Somehow, this (most grotesquely) complimentary (of) review(s) of the new Wilco alb gets straight to the heart of why I am in no rush whatsoever to hear it.
Their latest, Wilco (The Album), thankfully finds Jeff Tweedy out of his hammock and feeling both musically restless and playful, and the band doing its best to stir things up a bit more. What it doesn’t find, however, is much sense of edge or the band wandering into uncomfortable territory – this isn’t because they’re not adventurous or are sticking to the tried and true, but because they’re just too good. Tracks like “Bull Black Nova” may want to sound unhinged, with its insistent drone and Tweedy’s rasping scream, but there’s never a sense that Wilco are in anything less than complete control. The songwriting on Wilco (The Album) delivers more emotional range than the genial sentiments of Sky Blue Sky and while the musical accompaniment soars and swoops alongside it, even occasionally squalling, it’s too confident to even consider the possibility of crashing. Not that you necessarily want things to fall apart, but that potential for self-destruction is a fundamental part of rock’n’roll.

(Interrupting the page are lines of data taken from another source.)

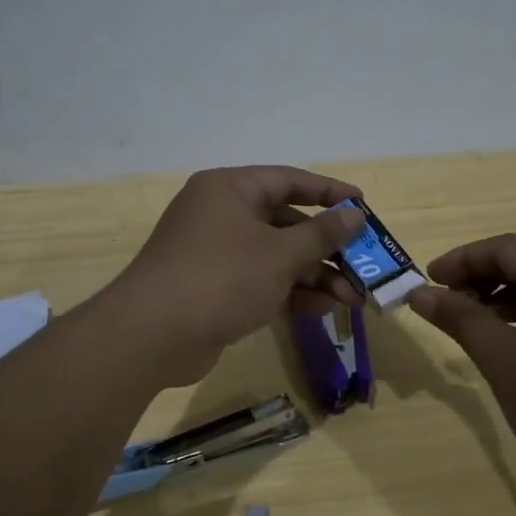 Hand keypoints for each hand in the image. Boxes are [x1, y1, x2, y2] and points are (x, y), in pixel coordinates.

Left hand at [109, 166, 366, 384]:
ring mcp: (216, 254)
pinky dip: (290, 293)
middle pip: (285, 223)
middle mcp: (222, 214)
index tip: (363, 205)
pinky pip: (261, 282)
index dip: (329, 192)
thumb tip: (354, 214)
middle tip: (363, 265)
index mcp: (231, 189)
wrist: (153, 335)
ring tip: (353, 298)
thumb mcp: (280, 254)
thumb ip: (321, 234)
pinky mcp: (215, 289)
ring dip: (314, 276)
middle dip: (326, 248)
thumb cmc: (222, 277)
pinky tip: (323, 308)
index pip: (288, 180)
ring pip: (276, 257) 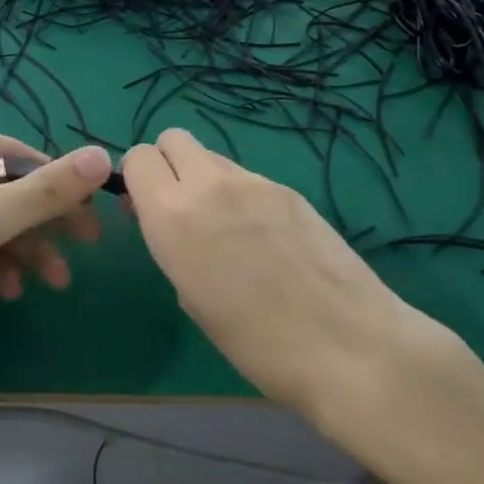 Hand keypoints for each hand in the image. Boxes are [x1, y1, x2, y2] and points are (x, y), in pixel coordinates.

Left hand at [0, 125, 112, 378]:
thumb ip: (50, 188)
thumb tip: (104, 155)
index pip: (24, 156)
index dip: (62, 187)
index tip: (93, 221)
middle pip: (9, 190)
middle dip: (45, 224)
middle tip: (82, 252)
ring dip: (24, 249)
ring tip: (51, 283)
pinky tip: (7, 291)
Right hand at [121, 129, 461, 416]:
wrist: (346, 344)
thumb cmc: (256, 342)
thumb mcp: (192, 298)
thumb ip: (173, 245)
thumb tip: (173, 223)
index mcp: (172, 215)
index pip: (138, 157)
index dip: (137, 180)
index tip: (146, 211)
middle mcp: (209, 184)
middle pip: (174, 139)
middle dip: (167, 166)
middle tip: (179, 209)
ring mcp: (255, 181)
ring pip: (212, 156)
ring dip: (205, 180)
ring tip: (226, 229)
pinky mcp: (290, 189)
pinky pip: (248, 177)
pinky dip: (241, 195)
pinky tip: (265, 238) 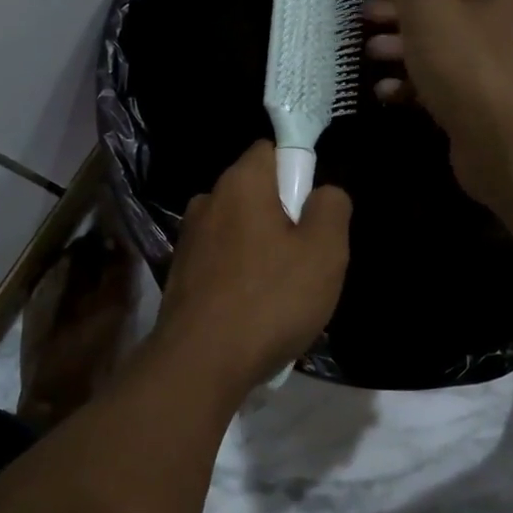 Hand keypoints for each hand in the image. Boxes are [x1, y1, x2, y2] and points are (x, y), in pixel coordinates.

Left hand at [151, 141, 351, 394]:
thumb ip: (332, 208)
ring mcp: (189, 239)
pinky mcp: (180, 274)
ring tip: (282, 291)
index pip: (271, 149)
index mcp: (240, 184)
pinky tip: (253, 309)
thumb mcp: (325, 252)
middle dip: (283, 216)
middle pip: (255, 192)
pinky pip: (221, 260)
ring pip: (238, 229)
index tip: (314, 208)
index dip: (299, 170)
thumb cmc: (270, 300)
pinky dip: (239, 274)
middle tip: (307, 257)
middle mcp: (207, 201)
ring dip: (261, 249)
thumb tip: (323, 192)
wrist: (200, 362)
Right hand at [365, 0, 512, 208]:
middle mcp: (503, 14)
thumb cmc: (471, 69)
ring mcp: (494, 58)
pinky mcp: (480, 96)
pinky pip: (442, 76)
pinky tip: (386, 90)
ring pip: (441, 36)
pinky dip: (413, 79)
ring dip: (401, 39)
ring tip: (368, 50)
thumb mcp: (429, 13)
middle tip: (365, 12) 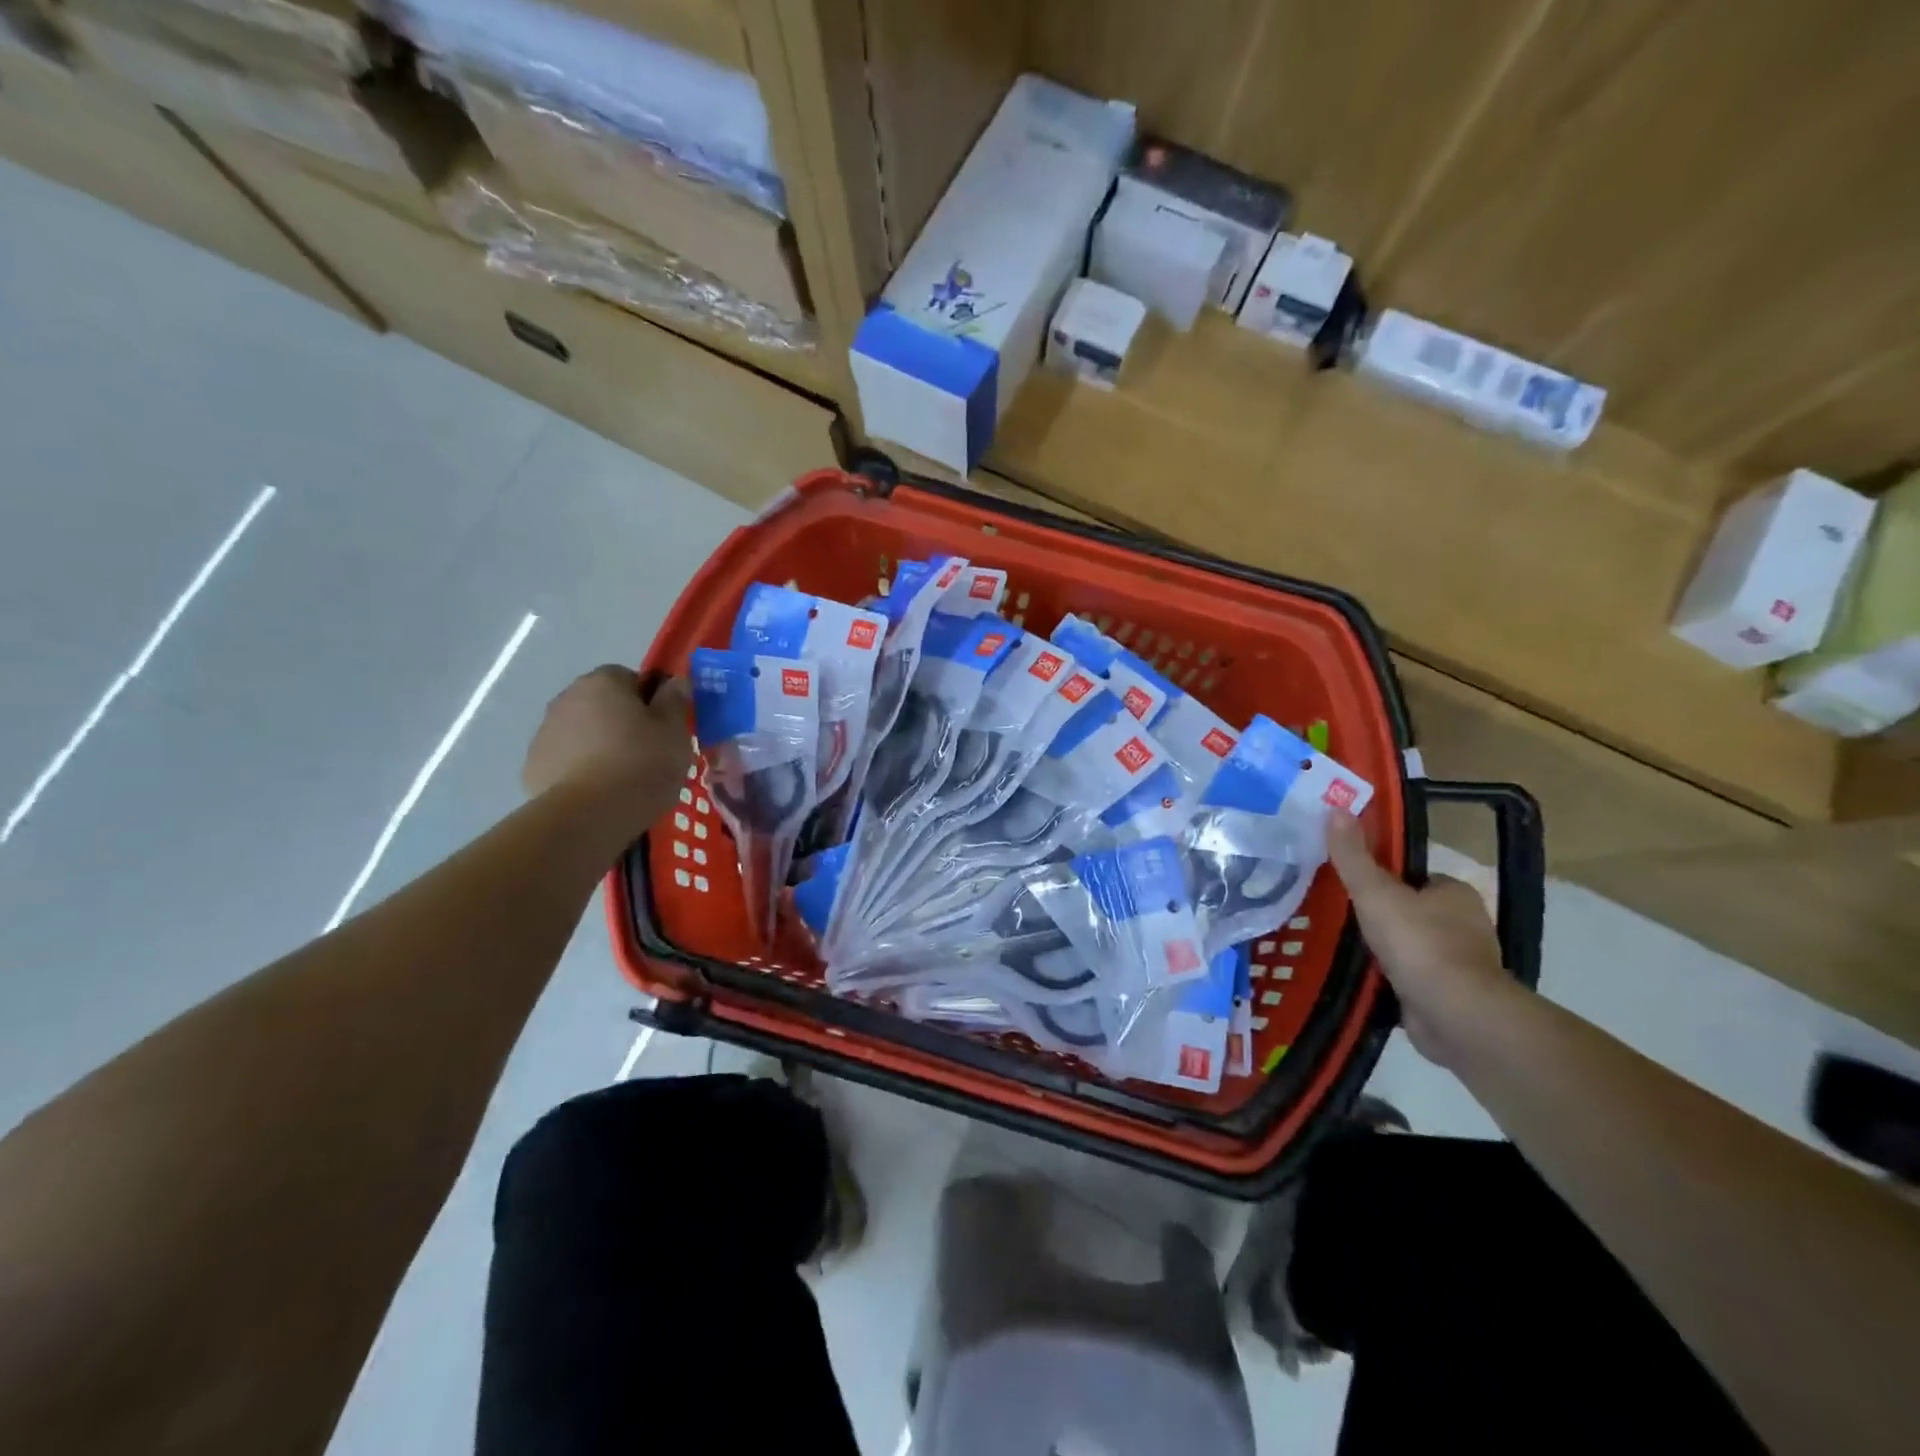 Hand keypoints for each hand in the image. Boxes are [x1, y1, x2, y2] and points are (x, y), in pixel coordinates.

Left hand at [523, 668, 693, 833]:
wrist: (589, 815)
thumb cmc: (642, 764)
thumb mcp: (675, 731)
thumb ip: (674, 701)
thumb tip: (675, 681)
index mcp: (603, 682)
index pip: (629, 677)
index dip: (649, 700)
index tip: (663, 727)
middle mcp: (567, 698)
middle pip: (602, 704)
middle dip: (621, 721)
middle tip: (647, 752)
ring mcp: (545, 732)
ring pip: (582, 731)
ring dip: (599, 745)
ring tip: (623, 778)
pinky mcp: (533, 766)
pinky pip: (565, 760)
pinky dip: (580, 769)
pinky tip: (599, 792)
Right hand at [1327, 812, 1521, 1066]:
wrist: (1456, 1015)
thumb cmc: (1419, 943)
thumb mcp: (1375, 892)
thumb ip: (1353, 856)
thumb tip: (1335, 808)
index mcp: (1455, 893)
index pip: (1415, 877)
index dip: (1384, 878)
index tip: (1353, 886)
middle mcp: (1465, 925)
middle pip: (1413, 911)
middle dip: (1382, 915)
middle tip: (1338, 915)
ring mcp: (1459, 964)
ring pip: (1412, 947)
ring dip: (1385, 950)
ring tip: (1341, 946)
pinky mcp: (1448, 997)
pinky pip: (1411, 979)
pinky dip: (1390, 979)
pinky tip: (1361, 978) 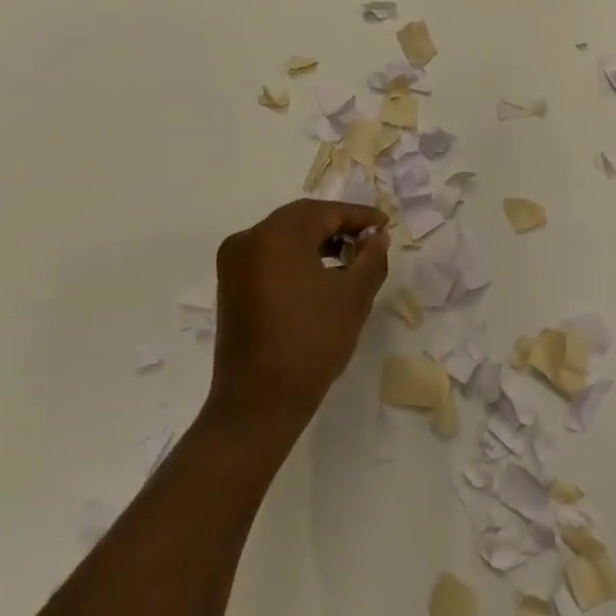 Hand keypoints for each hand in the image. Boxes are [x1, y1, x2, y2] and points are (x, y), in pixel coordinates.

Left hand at [208, 201, 390, 431]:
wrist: (258, 403)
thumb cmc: (311, 342)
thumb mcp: (353, 296)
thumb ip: (371, 257)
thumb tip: (377, 236)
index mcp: (276, 235)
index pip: (325, 212)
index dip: (359, 216)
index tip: (385, 224)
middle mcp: (248, 239)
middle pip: (301, 219)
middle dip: (338, 225)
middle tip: (370, 238)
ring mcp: (234, 263)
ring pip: (284, 237)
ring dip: (317, 241)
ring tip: (351, 258)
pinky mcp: (231, 286)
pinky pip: (269, 256)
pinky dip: (297, 257)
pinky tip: (322, 276) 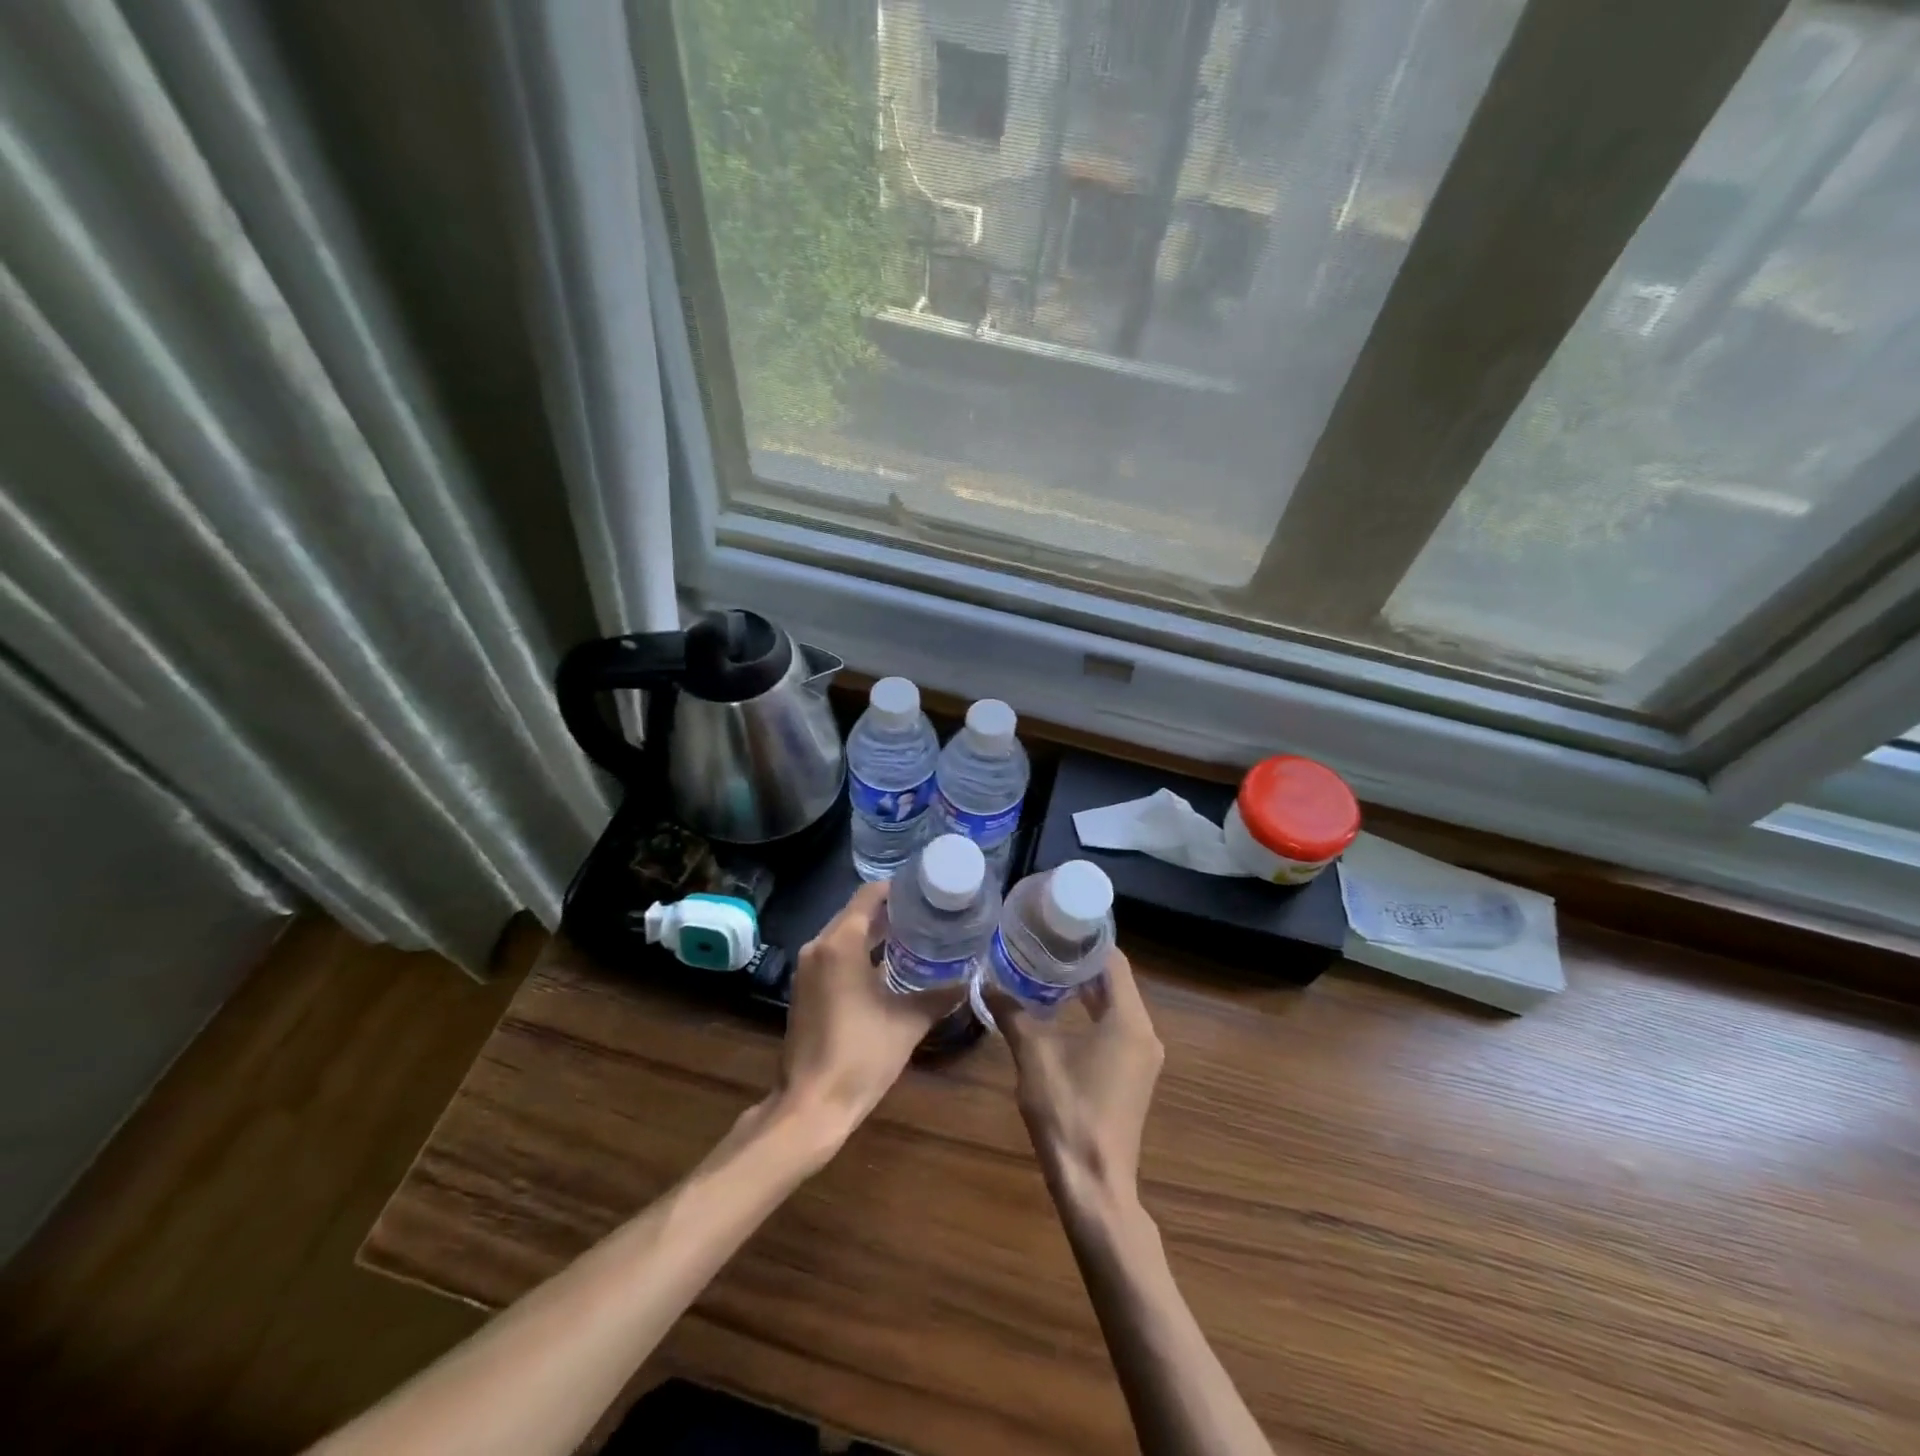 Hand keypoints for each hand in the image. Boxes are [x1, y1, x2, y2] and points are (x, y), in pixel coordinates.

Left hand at [770, 881, 957, 1149]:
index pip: (868, 896)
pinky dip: (857, 952)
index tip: (925, 891)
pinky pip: (833, 955)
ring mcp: (807, 968)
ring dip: (872, 932)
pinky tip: (885, 965)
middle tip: (926, 913)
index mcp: (841, 944)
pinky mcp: (804, 988)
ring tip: (912, 935)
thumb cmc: (861, 1056)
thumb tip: (970, 980)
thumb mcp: (907, 1023)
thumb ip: (939, 996)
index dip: (897, 889)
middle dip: (888, 911)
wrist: (811, 1105)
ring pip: (843, 934)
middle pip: (854, 913)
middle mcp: (818, 946)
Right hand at [994, 948, 1163, 1211]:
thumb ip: (1013, 1013)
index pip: (1113, 962)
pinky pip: (1116, 1029)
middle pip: (1116, 982)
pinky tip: (1060, 1011)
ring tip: (1047, 969)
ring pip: (1116, 1006)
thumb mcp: (1034, 1056)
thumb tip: (988, 982)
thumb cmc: (1067, 1112)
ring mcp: (1142, 1057)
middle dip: (1082, 962)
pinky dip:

On the other hand, Wilco have nearly self-destructed enough in their history and there’ll never be a shortage of bands out there that sound on the verge of collapse, either in a good sense or not. Their current stability is well-earned and deserved, and when they use it to deliver records as out and out enjoyable at this, complaining is just pointless. Consider the duet between Tweedy and Leslie Feist on “You And I” – when initially announced, many believed it would be the final step in Wilco’s transformation into MOR balladeers. And while it’s certainly not going to scare anyone away, the final tune is so well-crafted and just outright lovely, that it transcends any sort of cliche. It may seem a bit much to suggest that Wilco can do no wrong – the very fact that they can’t is a sort of flaw unto itself – but it’s certainly no mistake to say that they’re doing a hell of a lot right.
Even if that last coupla sentences is “true,” it makes me want to throw up butter-chunks on my wrist… But I don’t hold Wilco accountable for the cultural situation in which they have come to sound “too good” for their own good. And I’m sure they are still, uh, killing it live.